*Problem to work on:* When a line in the listing below contains the word "paths", return a copy of that line.

※ ※ ※

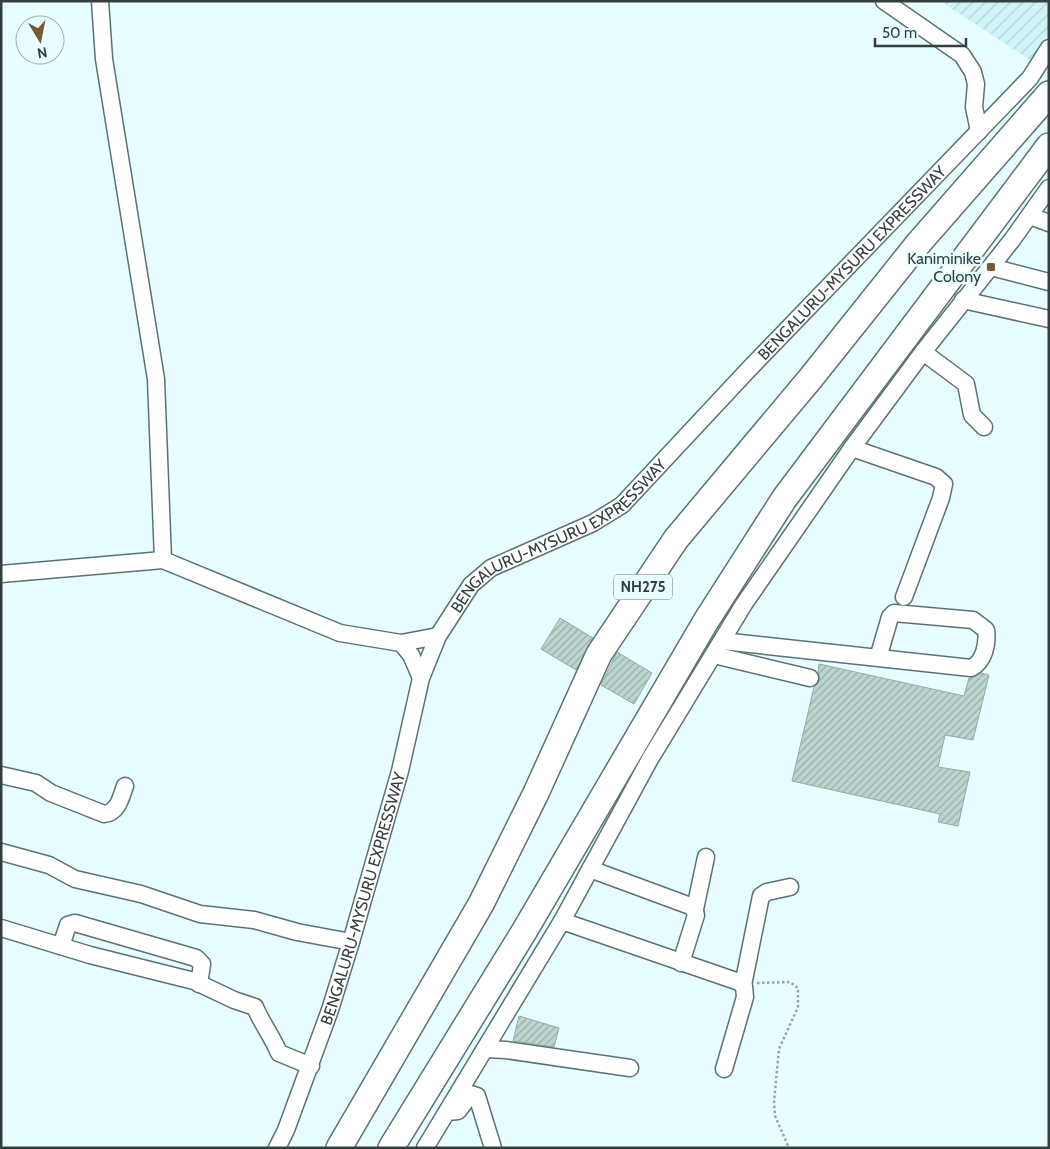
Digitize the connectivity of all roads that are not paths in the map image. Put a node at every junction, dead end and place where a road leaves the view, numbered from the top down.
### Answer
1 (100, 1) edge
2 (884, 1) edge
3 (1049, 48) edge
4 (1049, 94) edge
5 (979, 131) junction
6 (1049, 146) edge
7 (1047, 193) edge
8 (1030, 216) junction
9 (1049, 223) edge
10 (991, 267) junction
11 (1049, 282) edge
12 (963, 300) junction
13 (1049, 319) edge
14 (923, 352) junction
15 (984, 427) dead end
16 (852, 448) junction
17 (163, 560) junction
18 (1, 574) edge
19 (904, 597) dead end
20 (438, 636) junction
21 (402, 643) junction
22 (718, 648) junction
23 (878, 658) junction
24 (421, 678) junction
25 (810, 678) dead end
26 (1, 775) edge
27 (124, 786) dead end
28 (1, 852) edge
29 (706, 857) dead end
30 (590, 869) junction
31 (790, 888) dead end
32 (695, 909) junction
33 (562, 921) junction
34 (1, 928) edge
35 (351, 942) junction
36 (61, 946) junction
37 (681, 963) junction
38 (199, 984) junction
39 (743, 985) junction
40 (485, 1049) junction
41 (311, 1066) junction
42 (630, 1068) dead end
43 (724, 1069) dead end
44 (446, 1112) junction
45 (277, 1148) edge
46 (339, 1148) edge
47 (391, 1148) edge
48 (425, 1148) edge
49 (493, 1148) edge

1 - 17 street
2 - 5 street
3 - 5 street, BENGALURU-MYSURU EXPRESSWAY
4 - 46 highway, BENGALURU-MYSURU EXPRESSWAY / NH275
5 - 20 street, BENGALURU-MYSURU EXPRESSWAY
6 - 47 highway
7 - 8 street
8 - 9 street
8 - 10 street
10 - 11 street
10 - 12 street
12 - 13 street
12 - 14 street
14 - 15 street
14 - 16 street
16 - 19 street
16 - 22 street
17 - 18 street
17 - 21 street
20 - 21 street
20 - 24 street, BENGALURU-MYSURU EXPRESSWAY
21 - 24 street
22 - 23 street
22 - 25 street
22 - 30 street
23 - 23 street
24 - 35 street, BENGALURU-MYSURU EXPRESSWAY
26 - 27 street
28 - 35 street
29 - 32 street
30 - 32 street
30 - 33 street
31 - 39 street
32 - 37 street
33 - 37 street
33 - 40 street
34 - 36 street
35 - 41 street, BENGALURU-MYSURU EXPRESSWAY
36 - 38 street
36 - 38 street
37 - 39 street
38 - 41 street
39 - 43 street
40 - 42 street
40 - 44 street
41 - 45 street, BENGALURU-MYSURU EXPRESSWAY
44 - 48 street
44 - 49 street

※ ※ ※

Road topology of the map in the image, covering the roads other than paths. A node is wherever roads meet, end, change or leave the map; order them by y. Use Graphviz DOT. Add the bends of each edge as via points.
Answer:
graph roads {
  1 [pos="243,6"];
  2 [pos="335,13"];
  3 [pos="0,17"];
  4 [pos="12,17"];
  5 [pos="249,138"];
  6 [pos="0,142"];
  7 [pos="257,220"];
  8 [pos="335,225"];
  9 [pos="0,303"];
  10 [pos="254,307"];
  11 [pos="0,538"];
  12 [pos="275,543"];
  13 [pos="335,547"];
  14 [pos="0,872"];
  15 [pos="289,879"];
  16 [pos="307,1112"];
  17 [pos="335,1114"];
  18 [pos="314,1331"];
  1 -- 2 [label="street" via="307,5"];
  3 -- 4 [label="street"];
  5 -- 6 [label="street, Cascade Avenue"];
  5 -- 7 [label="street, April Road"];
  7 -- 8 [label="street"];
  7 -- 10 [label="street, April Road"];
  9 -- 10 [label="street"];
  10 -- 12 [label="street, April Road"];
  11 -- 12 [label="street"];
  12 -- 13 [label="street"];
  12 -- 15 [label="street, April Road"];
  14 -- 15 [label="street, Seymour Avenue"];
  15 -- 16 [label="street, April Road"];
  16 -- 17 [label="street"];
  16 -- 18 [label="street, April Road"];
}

※ ※ ※

*Exercise result:*
Digitize the connectivity of all roads that are not paths in the map image. Put a node at every junction, dead end and place where a road leaves the view, numbered from the top down.
Road topology of the map in the image, covering the roads other than paths. A node is wherever roads meet, end, change or leave the map; order them by y. Use Graphviz DOT. Add the bends of each edge as via points.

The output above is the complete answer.